“Wat een vaag stuk” denk ik, terwijl ik kijk naar wat er in
de vide van museum De Fundatie hangt.
Ik ben met mijn vriendin Kristen in Zwolle. Ze is een paar
dagen over uit Amerika.
We ‘doen’ de Fundatie vanwege de tentoonstelling van
Marianne von Werefkin, impressionistisch schilder. Haar prachtige werken raken
me meteen. Vergelijkingen, vragen, tijd nemen om die vragen samen te bespreken,
heel erg fijn.
De tentoonstelling beslaat twee vleugels die verbonden zijn
door de vide.
En opnieuw kijk ik naar dat vage stuk. Het lijken wel
panties aan elkaar geknoopt. Ik ben benieuwd naar de uitleg en zie de tekst die
erbij hoort. Het heet Xi-xi, maan.
Als altijd nieuwsgierig naar materiaal, zie ik al gauw dat er zowel Nederlands als Zuidamerikaans katoen is gebruikt, geverfd met zuurzakbladeren.
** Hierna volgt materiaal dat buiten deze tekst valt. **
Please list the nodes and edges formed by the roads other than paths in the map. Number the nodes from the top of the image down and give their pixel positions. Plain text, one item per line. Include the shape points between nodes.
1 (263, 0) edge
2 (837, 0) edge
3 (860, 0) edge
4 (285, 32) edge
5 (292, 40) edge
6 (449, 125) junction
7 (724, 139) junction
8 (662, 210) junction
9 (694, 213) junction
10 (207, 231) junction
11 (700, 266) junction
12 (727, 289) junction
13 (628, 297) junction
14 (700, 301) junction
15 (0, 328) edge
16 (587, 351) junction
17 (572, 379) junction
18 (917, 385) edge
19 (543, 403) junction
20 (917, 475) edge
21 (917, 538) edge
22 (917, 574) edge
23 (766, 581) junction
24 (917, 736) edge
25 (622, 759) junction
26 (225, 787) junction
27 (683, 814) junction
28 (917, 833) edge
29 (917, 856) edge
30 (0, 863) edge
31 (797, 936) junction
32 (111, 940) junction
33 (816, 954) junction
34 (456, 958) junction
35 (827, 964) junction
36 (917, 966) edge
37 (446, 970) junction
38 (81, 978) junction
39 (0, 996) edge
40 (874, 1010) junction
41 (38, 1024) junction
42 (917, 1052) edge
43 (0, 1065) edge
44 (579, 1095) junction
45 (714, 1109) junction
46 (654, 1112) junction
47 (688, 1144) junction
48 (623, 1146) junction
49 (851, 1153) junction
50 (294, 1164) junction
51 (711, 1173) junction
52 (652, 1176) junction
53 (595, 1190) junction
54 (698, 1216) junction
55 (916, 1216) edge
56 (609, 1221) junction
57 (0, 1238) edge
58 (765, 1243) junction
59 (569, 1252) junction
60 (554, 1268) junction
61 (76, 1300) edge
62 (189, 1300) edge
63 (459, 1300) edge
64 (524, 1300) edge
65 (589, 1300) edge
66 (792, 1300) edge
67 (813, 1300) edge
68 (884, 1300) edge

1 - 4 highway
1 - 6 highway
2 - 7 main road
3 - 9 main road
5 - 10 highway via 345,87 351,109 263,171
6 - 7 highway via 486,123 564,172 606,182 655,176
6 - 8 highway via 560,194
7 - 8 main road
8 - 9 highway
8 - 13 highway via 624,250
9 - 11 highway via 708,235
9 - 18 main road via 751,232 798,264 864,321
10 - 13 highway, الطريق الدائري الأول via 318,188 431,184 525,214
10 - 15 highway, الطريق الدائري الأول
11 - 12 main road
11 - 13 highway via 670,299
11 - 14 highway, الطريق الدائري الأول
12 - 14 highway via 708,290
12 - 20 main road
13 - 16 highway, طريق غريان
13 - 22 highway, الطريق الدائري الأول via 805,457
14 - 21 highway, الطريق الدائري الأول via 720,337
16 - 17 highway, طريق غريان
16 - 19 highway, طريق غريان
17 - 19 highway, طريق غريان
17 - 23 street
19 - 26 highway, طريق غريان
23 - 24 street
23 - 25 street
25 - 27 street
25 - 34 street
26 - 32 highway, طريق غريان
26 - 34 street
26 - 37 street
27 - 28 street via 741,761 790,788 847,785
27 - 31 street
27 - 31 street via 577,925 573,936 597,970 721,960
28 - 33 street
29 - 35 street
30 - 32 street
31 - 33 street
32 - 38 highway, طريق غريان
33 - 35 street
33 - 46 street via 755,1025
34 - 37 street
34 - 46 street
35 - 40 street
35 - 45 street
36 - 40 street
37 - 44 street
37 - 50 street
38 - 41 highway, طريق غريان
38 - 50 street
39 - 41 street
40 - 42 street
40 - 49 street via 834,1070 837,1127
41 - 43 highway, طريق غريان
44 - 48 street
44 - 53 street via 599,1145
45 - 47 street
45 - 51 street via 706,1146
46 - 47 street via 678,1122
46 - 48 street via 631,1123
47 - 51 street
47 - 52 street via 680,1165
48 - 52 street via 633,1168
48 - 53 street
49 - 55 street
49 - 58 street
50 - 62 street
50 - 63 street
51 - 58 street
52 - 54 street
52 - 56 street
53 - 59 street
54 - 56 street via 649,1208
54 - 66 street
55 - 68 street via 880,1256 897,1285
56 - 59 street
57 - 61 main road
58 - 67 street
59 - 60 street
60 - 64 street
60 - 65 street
Het inheemse katoen wordt ook wel ‘de zijde van Zuid-Amerika’ genoemd, of het ‘witte goud van Peru’. Van oudsher wordt het gebruikt om stoffen mee te maken, voor rituelen en volksgeneeskunde.
De kunstenaar, Cristina Flores Pescoràn, lees ik daarna pas,
heeft met dit werk een conceptuele röntgenfoto willen maken van haar binnenste.
Het werk is onderdeel van haar poging om weer in contact te komen met haar
erfgoed.
Met dit ‘zelfportret’ belicht ze onvertelde verhalen en confronteert ze haar trauma’s die zijn voortgekomen uit haar zestien jaar lange strijd met huidkanker.
En dat komt binnen.
Dat is allerminst vaag.
Hoewel manlief nu 'pas' anderhalf jaar te maken heeft
met huidkanker, begrijp ik waarom het zowel vaag, als scherp, als hard en zacht
is. Het is goud, het is fout. Het is mooi, vies, smerig op sommige plekken. En toch
ook van een bijzonder soort kwetsbare schoonheid.
Alles wat wij ook ervaren.
De operaties vorig jaar, de vervelende consequenties daarvan. De terugkeer, met de pijn, het ziek zijn van de behandeling die bedoeld is om je beter te maken, de afhankelijkheid en de moeheid. Het verbindende van weer een volgende stap maken in je eigen schaduwen, ontdekken van oude overlevingspatronen en die samen bespreken en oplossen.
Goud, zilver en brons. We
winnen het allemaal.
Ondanks alles de diepe verbondenheid, in de vage verwachting
en de spanning voor weer nieuwe uitslagen.
Vanmorgen loop ik even de tuin in. Ik maak, zoals altijd,
foto’s van mijn bloemen.
Half oktober, en wat bloeit er veel. In tegenstelling tot anders, krijg ik geen scherpe beelden.
Het past wel bij deze periode. Toch zijn ze, in al hun fragiliteit, wel mooi.
Vaag is het. Fragiel. Hoofd, hart, toekomst.
We weten het niet. Maar mooi is het toch. Soms.